# [Task description]
In the listing below, locate the line that contains "c.lineCap = dash ? 'butt' : 'round';" and the line that contains "M53 155 63 172 73 167 92 202 64 218 36 165Z". Restate word for word those two lines and every line between them, and nothing else.

════

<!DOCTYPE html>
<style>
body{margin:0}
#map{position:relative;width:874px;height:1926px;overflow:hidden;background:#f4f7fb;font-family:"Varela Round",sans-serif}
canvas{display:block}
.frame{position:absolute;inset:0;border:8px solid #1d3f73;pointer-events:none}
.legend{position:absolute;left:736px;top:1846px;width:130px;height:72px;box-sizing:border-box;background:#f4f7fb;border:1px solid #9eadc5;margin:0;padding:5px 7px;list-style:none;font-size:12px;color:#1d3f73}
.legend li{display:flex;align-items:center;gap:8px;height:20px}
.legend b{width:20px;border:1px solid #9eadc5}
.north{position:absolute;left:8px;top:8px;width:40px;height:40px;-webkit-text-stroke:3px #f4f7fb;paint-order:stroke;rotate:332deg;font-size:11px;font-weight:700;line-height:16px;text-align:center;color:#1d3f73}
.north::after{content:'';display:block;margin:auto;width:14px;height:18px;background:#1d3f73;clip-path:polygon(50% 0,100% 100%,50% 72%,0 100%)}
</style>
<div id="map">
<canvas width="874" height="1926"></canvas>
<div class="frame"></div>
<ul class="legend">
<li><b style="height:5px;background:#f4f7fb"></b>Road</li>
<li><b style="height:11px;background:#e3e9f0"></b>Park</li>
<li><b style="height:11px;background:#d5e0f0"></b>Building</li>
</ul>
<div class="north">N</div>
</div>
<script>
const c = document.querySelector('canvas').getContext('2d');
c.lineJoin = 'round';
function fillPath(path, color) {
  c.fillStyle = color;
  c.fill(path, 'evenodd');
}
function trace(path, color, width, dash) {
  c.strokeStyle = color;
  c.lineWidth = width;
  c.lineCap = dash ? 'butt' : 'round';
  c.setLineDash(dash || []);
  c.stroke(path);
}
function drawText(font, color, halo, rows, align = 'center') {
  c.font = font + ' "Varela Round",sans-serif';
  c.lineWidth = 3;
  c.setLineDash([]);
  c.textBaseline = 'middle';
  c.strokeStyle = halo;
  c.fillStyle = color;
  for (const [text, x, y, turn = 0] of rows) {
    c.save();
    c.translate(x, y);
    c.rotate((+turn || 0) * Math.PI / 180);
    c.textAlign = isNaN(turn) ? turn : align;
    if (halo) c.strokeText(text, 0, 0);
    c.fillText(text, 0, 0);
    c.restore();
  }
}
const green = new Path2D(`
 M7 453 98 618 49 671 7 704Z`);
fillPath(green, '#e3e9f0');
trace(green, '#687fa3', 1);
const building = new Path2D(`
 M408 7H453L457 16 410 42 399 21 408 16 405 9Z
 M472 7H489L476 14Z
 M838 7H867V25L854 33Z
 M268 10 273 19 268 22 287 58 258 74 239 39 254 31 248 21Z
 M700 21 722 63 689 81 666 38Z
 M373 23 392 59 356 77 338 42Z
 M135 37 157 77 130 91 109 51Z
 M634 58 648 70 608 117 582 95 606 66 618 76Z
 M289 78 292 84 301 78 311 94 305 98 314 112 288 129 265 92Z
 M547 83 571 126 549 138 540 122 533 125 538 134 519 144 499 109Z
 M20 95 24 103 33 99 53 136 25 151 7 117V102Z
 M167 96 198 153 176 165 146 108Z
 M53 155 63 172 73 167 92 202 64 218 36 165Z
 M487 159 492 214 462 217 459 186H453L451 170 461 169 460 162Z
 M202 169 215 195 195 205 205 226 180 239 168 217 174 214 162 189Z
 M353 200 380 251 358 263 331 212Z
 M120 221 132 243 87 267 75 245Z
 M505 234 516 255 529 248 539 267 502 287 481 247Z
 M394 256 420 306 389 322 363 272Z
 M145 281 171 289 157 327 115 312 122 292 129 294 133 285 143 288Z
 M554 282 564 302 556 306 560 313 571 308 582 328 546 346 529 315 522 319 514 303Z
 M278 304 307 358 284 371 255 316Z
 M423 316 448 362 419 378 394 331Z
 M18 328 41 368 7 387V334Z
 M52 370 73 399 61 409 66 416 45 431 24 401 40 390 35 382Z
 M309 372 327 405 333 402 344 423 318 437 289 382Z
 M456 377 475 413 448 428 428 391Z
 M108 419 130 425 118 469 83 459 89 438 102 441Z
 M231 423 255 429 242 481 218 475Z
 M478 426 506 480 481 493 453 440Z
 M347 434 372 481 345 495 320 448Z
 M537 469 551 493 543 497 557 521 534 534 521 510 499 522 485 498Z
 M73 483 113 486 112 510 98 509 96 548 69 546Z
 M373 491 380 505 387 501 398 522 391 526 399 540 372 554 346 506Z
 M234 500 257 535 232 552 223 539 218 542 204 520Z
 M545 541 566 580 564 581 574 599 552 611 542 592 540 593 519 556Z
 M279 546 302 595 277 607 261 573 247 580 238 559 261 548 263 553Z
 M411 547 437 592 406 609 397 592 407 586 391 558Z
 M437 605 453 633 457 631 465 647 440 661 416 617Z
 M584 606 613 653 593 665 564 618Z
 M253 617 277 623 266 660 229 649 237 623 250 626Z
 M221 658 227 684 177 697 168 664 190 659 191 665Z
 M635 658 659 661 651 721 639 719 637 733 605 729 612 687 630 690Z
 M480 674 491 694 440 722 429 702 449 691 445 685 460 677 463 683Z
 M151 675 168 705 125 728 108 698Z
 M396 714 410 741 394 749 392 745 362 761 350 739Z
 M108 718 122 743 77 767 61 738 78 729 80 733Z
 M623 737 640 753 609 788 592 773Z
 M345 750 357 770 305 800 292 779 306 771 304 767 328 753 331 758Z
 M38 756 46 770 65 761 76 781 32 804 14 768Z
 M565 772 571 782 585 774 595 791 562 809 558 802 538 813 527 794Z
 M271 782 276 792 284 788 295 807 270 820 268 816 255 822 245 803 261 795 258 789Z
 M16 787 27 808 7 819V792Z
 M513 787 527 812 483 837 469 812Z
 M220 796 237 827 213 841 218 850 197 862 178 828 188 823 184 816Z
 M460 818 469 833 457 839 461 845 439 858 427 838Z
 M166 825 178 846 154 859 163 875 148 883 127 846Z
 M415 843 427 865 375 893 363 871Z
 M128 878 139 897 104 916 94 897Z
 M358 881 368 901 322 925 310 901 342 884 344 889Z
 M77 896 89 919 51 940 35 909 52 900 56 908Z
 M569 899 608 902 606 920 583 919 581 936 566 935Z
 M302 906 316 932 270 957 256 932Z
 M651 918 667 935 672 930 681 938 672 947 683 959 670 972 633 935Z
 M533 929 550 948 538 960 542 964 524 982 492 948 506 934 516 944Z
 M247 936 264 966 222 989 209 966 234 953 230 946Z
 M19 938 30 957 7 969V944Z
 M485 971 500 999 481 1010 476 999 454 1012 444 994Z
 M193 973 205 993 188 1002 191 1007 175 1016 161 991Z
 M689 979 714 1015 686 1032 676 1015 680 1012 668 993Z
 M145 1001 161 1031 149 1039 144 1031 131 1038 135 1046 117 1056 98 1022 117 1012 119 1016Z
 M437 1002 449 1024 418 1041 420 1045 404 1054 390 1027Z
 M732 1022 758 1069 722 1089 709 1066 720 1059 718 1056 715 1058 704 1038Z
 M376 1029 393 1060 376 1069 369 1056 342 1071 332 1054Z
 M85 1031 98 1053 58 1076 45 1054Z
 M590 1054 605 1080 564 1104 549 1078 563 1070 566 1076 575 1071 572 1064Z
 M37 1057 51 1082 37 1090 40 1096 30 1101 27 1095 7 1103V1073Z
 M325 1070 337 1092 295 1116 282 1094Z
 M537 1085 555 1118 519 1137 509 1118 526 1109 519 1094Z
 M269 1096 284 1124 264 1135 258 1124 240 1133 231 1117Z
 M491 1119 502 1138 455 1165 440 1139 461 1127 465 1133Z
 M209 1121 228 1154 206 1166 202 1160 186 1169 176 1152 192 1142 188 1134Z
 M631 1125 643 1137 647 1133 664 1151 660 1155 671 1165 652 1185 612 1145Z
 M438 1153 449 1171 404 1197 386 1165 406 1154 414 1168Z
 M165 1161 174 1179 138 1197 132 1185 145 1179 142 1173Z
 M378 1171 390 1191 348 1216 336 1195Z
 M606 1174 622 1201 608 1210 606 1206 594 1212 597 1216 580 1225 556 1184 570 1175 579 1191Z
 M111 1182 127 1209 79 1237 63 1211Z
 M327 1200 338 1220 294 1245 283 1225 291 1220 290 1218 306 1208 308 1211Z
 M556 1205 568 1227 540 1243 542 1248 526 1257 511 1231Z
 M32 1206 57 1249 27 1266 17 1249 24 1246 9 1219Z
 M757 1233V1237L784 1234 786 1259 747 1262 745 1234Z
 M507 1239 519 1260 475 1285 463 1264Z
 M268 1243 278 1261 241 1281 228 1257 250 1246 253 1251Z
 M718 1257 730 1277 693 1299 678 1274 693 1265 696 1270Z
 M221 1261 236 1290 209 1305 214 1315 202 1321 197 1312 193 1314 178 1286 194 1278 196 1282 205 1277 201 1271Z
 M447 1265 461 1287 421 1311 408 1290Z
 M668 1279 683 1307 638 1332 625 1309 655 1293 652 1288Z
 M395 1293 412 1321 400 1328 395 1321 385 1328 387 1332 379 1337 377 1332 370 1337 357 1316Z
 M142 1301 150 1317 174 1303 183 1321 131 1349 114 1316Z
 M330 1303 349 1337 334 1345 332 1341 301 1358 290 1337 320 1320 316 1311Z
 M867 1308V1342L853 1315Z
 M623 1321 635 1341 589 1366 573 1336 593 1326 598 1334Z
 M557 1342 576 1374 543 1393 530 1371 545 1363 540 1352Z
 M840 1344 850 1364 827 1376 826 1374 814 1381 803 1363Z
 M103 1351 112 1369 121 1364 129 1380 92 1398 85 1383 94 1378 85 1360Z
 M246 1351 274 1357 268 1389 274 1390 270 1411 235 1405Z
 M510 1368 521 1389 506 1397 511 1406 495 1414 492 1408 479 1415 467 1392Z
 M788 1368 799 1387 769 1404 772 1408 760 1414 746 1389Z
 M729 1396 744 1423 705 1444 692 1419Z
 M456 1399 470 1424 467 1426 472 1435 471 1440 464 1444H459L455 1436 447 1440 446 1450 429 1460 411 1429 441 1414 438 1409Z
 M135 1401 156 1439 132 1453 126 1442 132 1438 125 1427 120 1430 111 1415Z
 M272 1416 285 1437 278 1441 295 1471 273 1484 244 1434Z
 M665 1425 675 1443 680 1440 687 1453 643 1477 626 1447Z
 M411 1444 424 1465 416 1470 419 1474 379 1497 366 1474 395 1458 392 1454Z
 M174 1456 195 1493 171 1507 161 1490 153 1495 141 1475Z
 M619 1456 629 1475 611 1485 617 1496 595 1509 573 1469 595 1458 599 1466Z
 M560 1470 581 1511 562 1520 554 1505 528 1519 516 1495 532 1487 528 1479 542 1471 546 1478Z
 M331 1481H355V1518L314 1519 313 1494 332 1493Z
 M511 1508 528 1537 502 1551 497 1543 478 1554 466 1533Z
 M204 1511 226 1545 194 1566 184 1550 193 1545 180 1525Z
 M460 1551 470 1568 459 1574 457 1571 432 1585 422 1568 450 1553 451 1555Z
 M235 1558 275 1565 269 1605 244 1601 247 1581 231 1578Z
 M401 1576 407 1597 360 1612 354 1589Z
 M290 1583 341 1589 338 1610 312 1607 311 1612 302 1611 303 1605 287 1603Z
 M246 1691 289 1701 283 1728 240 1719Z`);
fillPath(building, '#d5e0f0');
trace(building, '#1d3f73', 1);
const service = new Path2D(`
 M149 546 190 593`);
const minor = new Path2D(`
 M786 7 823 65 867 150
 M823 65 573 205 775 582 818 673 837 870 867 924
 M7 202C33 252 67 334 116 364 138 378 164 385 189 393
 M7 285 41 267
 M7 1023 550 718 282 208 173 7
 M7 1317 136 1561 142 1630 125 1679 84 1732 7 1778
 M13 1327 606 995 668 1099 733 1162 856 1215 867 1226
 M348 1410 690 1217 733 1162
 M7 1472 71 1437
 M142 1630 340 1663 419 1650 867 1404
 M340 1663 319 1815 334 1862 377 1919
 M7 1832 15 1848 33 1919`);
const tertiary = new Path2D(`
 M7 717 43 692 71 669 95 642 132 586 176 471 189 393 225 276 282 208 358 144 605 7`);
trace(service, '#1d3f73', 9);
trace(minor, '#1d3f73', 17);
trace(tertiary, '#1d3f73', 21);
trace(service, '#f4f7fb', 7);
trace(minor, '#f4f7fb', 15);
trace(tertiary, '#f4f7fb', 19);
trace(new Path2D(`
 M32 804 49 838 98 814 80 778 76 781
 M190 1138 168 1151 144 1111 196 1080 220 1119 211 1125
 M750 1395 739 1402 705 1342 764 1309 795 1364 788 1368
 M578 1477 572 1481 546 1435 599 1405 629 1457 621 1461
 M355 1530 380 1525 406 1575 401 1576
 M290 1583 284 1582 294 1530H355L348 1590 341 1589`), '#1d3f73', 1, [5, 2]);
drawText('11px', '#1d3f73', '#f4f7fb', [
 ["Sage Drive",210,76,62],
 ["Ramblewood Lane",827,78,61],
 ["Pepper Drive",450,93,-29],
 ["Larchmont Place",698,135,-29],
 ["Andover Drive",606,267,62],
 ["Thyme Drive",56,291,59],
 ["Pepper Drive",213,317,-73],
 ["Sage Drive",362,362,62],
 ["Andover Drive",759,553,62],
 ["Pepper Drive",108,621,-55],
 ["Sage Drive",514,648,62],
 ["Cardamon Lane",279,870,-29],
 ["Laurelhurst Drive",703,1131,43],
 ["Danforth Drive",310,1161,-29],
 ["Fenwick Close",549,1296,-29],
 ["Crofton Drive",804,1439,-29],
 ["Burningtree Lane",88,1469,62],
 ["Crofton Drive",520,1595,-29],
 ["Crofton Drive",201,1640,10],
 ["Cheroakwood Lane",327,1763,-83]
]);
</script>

════

# [Written response]
  c.lineCap = dash ? 'butt' : 'round';
  c.setLineDash(dash || []);
  c.stroke(path);
}
function drawText(font, color, halo, rows, align = 'center') {
  c.font = font + ' "Varela Round",sans-serif';
  c.lineWidth = 3;
  c.setLineDash([]);
  c.textBaseline = 'middle';
  c.strokeStyle = halo;
  c.fillStyle = color;
  for (const [text, x, y, turn = 0] of rows) {
    c.save();
    c.translate(x, y);
    c.rotate((+turn || 0) * Math.PI / 180);
    c.textAlign = isNaN(turn) ? turn : align;
    if (halo) c.strokeText(text, 0, 0);
    c.fillText(text, 0, 0);
    c.restore();
  }
}
const green = new Path2D(`
 M7 453 98 618 49 671 7 704Z`);
fillPath(green, '#e3e9f0');
trace(green, '#687fa3', 1);
const building = new Path2D(`
 M408 7H453L457 16 410 42 399 21 408 16 405 9Z
 M472 7H489L476 14Z
 M838 7H867V25L854 33Z
 M268 10 273 19 268 22 287 58 258 74 239 39 254 31 248 21Z
 M700 21 722 63 689 81 666 38Z
 M373 23 392 59 356 77 338 42Z
 M135 37 157 77 130 91 109 51Z
 M634 58 648 70 608 117 582 95 606 66 618 76Z
 M289 78 292 84 301 78 311 94 305 98 314 112 288 129 265 92Z
 M547 83 571 126 549 138 540 122 533 125 538 134 519 144 499 109Z
 M20 95 24 103 33 99 53 136 25 151 7 117V102Z
 M167 96 198 153 176 165 146 108Z
 M53 155 63 172 73 167 92 202 64 218 36 165Z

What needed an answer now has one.